Он вновь и вновь повторял только одно, что в Утопии не видно ласточек. Ласточек же в Утопии не было видно потому, что в ней не было комаров и мошкары. В Утопии произошло сознательное уничтожение значительной части мира насекомых, а это тяжело отразилось на всех существах, чья жизнь прямо или косвенно зависела от насекомых. Едва новый порядок прочно утвердился в Утопии и научное государство начало свою деятельность, утопийское общество обратилось к осуществлению давней мечты о систематическом уничтожении вредных и неприятных животных и растений. Проводилось тщательное исследование того, насколько вредны и подлежат ли уничтожению, например, домашние мухи, осы и шершни, различные виды мышей и крыс, кролики и жгучая крапива. Десять тысяч видов, начиная с болезнетворных микробов и кончая носорогами и гиенами, были подвергнуты суду. Каждому виду был дан защитник. О каждом спрашивалось: какую он приносит пользу? Какой вред? Как можно его уничтожить? Стоит ли его уничтожение связанных с этим хлопот? Или его можно обезвредить и сохранить? И даже когда тому или иному виду выносился окончательный смертный приговор, Утопия приступала к его уничтожению с большой осмотрительностью. В каком-нибудь надежно изолированном месте сохранялся достаточный резерв особей осужденного вида – в некоторых случаях он сохранялся еще и по сей день.

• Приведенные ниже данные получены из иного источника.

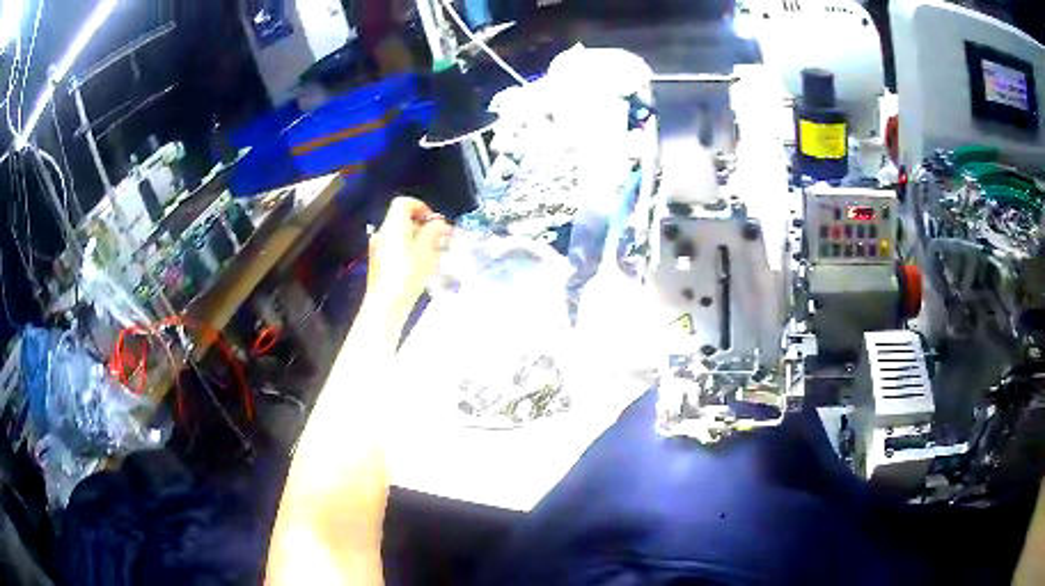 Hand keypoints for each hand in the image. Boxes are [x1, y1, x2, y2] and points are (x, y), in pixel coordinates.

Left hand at [364, 197, 450, 325]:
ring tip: (434, 256)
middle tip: (440, 240)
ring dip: (418, 240)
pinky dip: (410, 251)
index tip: (435, 222)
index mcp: (393, 225)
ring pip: (401, 236)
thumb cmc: (408, 272)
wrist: (386, 303)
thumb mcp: (428, 249)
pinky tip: (421, 268)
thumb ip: (435, 230)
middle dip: (423, 227)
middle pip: (403, 220)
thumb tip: (439, 222)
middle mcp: (383, 232)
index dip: (422, 207)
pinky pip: (396, 249)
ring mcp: (379, 248)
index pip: (404, 202)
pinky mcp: (379, 264) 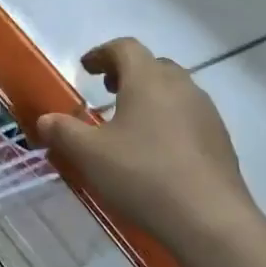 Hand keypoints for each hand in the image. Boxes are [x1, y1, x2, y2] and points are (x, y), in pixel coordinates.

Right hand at [37, 38, 256, 253]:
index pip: (125, 48)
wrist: (209, 219)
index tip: (85, 68)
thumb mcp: (89, 154)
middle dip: (127, 73)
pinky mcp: (220, 140)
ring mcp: (206, 113)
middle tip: (106, 92)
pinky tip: (156, 152)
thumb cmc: (143, 175)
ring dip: (149, 97)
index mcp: (148, 80)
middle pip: (153, 66)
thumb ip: (63, 131)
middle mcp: (181, 87)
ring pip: (174, 91)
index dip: (102, 53)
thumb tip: (45, 119)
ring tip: (129, 123)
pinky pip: (188, 117)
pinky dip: (167, 121) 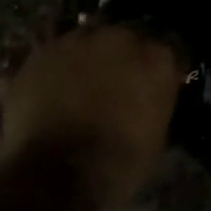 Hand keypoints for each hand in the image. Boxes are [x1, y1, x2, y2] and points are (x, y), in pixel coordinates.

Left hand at [4, 25, 185, 205]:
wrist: (57, 174)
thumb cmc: (118, 163)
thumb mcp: (156, 133)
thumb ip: (156, 99)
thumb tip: (148, 95)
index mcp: (155, 57)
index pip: (171, 46)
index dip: (162, 65)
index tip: (159, 79)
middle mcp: (117, 37)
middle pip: (126, 36)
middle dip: (124, 55)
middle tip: (118, 80)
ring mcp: (75, 40)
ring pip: (87, 40)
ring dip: (88, 57)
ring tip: (81, 84)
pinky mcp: (39, 53)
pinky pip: (55, 55)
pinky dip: (56, 70)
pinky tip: (53, 92)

Большинство инфекционных лихорадок было уничтожено полностью – с одними удалось покончить без особого труда, но для того, чтобы избавить человечество от других, пришлось объявить им настоящую войну и подчинить все население планеты строжайшей дисциплине. Кроме того, были полностью истреблены многие виды, паразитировавшие на человеке и животных. Мир был совершенно очищен от вредных насекомых, сорняков, всяческих гадов и животных, опасных для человека. Исчезли москиты, домашняя муха, навозная муха и еще множество всяких мух; они исчезли в результате широчайшей компании, потребовавшей огромных усилий и длившейся несколько веков. Было несравненно легче избавиться от таких крупных врагов, как гиены и волки, чем от этих мелких вредителей. Война против мух потребовала полнейшей перестройки значительной части утопийских домов и проведения тщательной дезинсекции на всей планете.

Наиболее сложная проблема, которую пришлось разрешать утопийцам в этой связи, заключалась в возможных гибельных последствиях такой чистки для других растений и животных. Например, некоторые насекомые в стадии личинки были вредны и неприятны, были губительны в стадии гусеницы или окукливания, но затем либо радовали глаз своей красотой, либо были необходимы для опыления каких-нибудь полезных или красивых цветов. Другие, сами по себе вредоносные, оказывались единственной пищей нужных и приятных созданий. Неверно, что ласточки совсем перевелись в Утопии, но они стали очень редкими птицами, как и значительное число насекомоядных пичужек, вроде мухоловки, этой воздушной гимнастки. Однако они не вымерли: истребление насекомых не было доведено до такой крайней степени; было сохранено достаточно видов, чтобы сделать некоторые области планеты по-прежнему пригодными для обитания этих прелестных птичек.

Многие вредные сорняки в то же время были удобным источником сложных химических веществ, получать которые синтетическим путем было либо дорого, либо сложно, поэтому такие растения были в ограниченных количествах сохранены. Вообще растения и цветы гораздо легче поддаются гибридизации и другим внешним воздействиям, нежели животные, и поэтому в Утопии они сильно изменились. Земляне увидят сотни новых форм листвы и прелестных душистых цветов, о которых они не имеют ни малейшего представления. Путем отбора и особого ухода, как узнал мистер Барнстейпл, были выведены растения, вырабатывавшие новые и крайне ценные соки, смолы, эфиры, масла и другие полезные вещества.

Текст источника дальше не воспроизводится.